When White chooses to close the centre with 7.d5, White's typical plan is to castle queenside, and then launch an assault on the kingside with moves like g4 and/or h4. Black's main decisions are on what pawn breaks to play for. Main lines include an immediate break with 7...c6, a preparation for the ...f5 break with 7...Nh5 or 7...Ne8, and closing up the c-file with 7...c5 and eventually play for breaks with ...b5 or ...f5. A particularly sharp line is David Bronstein's queen sacrifice 7...Nh5 8.Qd2 Qh4+ 9.g3 Nxg3 10.Qf2 Nxf1 11.Qxh4 Nxe3, where Black has given up the queen for two bishops and a pawn, and will also win a second pawn after 12...Nxc4. In return for the material, Black obtains a solid and compact position devoid of weaknesses, the safer king, and control over the dark squares.
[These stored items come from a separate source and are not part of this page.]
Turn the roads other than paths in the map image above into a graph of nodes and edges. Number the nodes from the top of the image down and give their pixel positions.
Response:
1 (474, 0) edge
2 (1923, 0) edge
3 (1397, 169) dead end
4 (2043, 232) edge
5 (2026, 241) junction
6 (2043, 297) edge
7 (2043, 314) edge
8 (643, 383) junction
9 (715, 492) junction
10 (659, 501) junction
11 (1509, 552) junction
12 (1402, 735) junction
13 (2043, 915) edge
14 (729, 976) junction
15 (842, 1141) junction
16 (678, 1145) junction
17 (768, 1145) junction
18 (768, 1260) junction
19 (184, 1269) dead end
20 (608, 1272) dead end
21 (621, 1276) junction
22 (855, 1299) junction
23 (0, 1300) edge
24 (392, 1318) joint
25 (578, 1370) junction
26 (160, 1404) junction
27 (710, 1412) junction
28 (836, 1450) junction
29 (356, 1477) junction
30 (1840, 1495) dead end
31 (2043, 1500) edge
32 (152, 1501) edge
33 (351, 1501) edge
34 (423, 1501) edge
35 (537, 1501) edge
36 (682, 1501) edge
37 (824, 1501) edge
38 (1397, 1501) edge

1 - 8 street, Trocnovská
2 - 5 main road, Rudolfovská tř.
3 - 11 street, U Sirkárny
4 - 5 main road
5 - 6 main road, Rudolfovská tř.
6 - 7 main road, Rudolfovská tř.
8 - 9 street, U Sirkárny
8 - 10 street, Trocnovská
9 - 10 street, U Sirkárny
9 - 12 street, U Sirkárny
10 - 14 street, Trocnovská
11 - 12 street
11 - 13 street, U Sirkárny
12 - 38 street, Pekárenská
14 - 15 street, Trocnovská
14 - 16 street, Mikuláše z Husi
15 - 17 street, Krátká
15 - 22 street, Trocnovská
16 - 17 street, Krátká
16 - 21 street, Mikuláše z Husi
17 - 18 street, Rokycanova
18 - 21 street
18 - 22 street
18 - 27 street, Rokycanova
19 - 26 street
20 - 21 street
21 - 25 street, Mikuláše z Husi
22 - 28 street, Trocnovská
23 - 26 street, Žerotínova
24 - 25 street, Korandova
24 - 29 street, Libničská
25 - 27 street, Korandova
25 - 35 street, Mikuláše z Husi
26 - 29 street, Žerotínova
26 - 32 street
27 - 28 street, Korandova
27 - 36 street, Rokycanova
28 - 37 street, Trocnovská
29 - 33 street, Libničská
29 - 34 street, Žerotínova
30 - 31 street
Cherniaev and Prokuronov were sceptical of whether Black had sufficient compensation after 12.Qf2, but the line is very dangerous if White plays nonchalantly.

When White maintains the tension, Black's main moves are 7...c6 and 7...exd4, while 7...Nc6 8.d5 Ne7 leaves the black knight on e7 poorly placed. Although trading in the centre with 7...exd4 opens up the diagonal for the bishop, White enjoys a space advantage with a grip on the d5-square. Continuing to maintain the tension with 7...c6, and development with ...Nbd7 is Black's most flexible option.
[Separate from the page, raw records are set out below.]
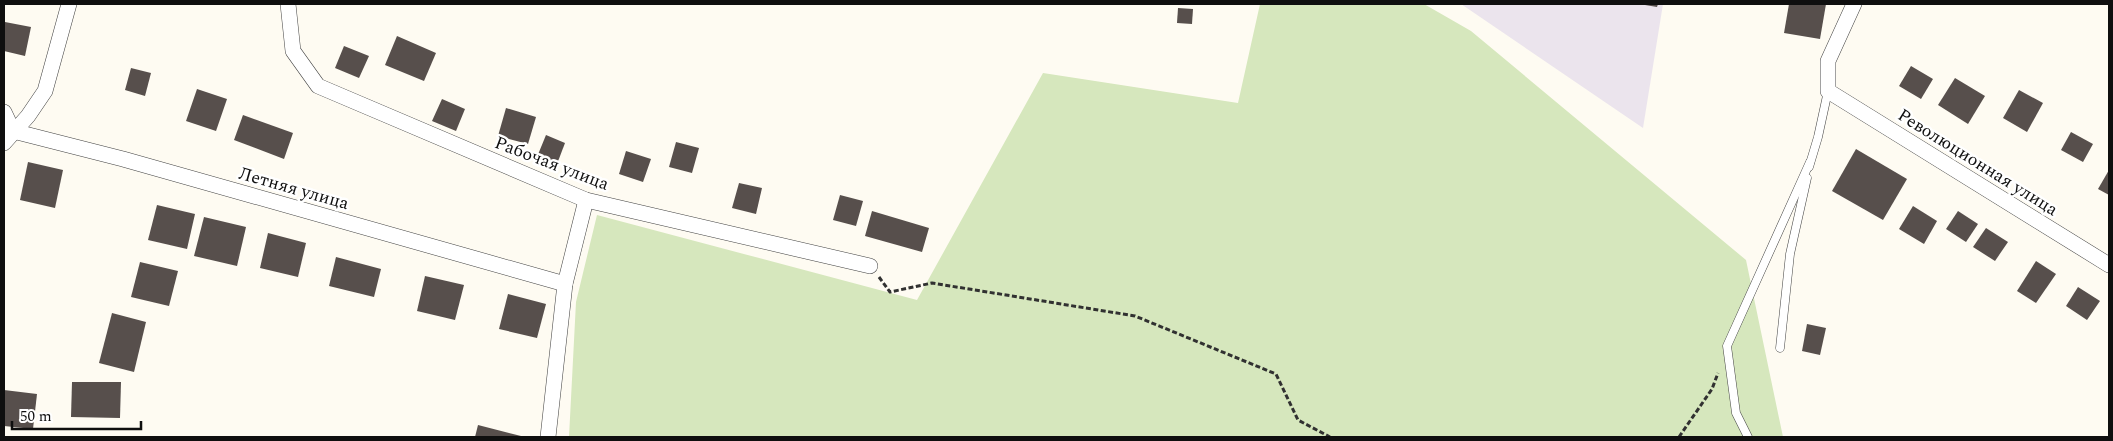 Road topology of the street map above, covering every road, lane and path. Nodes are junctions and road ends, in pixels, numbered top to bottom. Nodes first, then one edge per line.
1 (69, 4) edge
2 (288, 4) edge
3 (1854, 4) edge
4 (1828, 91) junction
5 (4, 112) edge
6 (8, 137) edge
7 (1810, 162) junction
8 (586, 200) junction
9 (2109, 265) edge
10 (870, 266) joint
11 (565, 284) junction
12 (1780, 348) dead end
13 (1718, 372) dead end
14 (548, 437) edge
15 (1330, 437) edge
16 (1679, 437) edge
17 (1748, 437) edge

1 - 6 street
2 - 8 street, Рабочая улица
3 - 4 street
4 - 7 lane
4 - 9 street, Революционная улица
5 - 6 street
6 - 11 street, Летняя улица
7 - 12 lane
7 - 17 lane
8 - 10 street, Рабочая улица
8 - 11 street
10 - 15 path
11 - 14 street
13 - 16 path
===Sämisch Gambit, Benoni, and Accelerated Dragon lines: 6...c5 ===
Positionally, 6...c5 is Black's most natural break, attacking the White centre with a side pawn and leaving the a1–h8 diagonal open for the bishop on g7. The most obvious drawback is that 6...c5 loses a pawn to 7.dxc5 dxc5 8.Qxd8 Rxd8 9.Bxc5, and for this reason 6...c5 was previously thought to be impossible. However, Valery Chekhov began exploring the line as a deliberate gambit, and the line is now considered to give Black full compensation.

The compensation Black has for the pawn includes:
- The King's Indian bishop has an open long diagonal.
- Black has a lead in development, with four pieces in play.
- White's development has been hindered with the pawn placement on f3.
- White has a hole on d4 as well as other good targets for Black's knights.

A possible practical drawback to the gambit is that White is more or less able to force a draw against Black's best lines, e.g. after 9.Bxc5 Nc6 10.Nd5 Nd7 11.Bxe7 Nxe7 12.Nxe7+ Kf8 13.Nd5 Bxb2 14.Rb1 Bg7 15.Nh3 Nc5 16.Ng5, when Black should allow the repetition of position by 16...Kg8 17.Ne7+ Kf8 18.Nd5 Kg8.

The gambit is rarely accepted in contemporary grandmaster play; instead the main line is to head for a Benoni-type structure with 7.Nge2 followed by 8.d5, which frequently transposes to the Kapengut Variation of the Modern Benoni. However, after 7.Nge2, 7...cxd4 8.Nxd4 Nc6 transposes into the Accelerated Dragon variation of the Sicilian Defense, featuring a Maróczy Bind.

===Byrne Variation: 6...c6 and 6...a6 ===
Robert Byrne developed a flexible approach where Black plays ...c6 and ...a6 in order to prepare the push ...b5. Black's direct counterstrike in the centre is postponed so that the queenside advance can proceed quickly.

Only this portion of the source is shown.